Saved entries:
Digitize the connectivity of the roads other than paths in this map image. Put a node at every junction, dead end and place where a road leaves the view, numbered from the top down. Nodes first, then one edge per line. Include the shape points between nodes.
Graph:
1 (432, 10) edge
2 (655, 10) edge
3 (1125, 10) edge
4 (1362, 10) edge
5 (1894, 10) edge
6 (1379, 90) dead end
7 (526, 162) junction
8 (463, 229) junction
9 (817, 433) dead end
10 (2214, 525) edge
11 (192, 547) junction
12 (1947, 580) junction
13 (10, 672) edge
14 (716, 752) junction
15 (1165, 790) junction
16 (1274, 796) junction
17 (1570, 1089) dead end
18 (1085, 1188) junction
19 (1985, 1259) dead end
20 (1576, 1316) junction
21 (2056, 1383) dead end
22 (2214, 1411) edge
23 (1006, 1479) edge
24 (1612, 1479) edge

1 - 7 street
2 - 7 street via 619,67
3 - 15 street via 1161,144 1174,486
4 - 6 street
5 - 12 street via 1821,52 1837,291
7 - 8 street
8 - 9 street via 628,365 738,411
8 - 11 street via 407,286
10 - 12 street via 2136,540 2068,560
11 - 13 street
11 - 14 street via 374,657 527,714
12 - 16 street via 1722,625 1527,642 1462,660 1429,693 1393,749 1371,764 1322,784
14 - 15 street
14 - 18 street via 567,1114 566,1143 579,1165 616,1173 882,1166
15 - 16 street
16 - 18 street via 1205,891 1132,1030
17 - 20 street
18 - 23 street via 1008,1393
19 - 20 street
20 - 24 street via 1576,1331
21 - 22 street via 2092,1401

● **What to work on**
Output all of the data without altering a single line.

● **Output for this task**
Digitize the connectivity of the roads other than paths in this map image. Put a node at every junction, dead end and place where a road leaves the view, numbered from the top down. Nodes first, then one edge per line. Include the shape points between nodes.
Graph:
1 (432, 10) edge
2 (655, 10) edge
3 (1125, 10) edge
4 (1362, 10) edge
5 (1894, 10) edge
6 (1379, 90) dead end
7 (526, 162) junction
8 (463, 229) junction
9 (817, 433) dead end
10 (2214, 525) edge
11 (192, 547) junction
12 (1947, 580) junction
13 (10, 672) edge
14 (716, 752) junction
15 (1165, 790) junction
16 (1274, 796) junction
17 (1570, 1089) dead end
18 (1085, 1188) junction
19 (1985, 1259) dead end
20 (1576, 1316) junction
21 (2056, 1383) dead end
22 (2214, 1411) edge
23 (1006, 1479) edge
24 (1612, 1479) edge

1 - 7 street
2 - 7 street via 619,67
3 - 15 street via 1161,144 1174,486
4 - 6 street
5 - 12 street via 1821,52 1837,291
7 - 8 street
8 - 9 street via 628,365 738,411
8 - 11 street via 407,286
10 - 12 street via 2136,540 2068,560
11 - 13 street
11 - 14 street via 374,657 527,714
12 - 16 street via 1722,625 1527,642 1462,660 1429,693 1393,749 1371,764 1322,784
14 - 15 street
14 - 18 street via 567,1114 566,1143 579,1165 616,1173 882,1166
15 - 16 street
16 - 18 street via 1205,891 1132,1030
17 - 20 street
18 - 23 street via 1008,1393
19 - 20 street
20 - 24 street via 1576,1331
21 - 22 street via 2092,1401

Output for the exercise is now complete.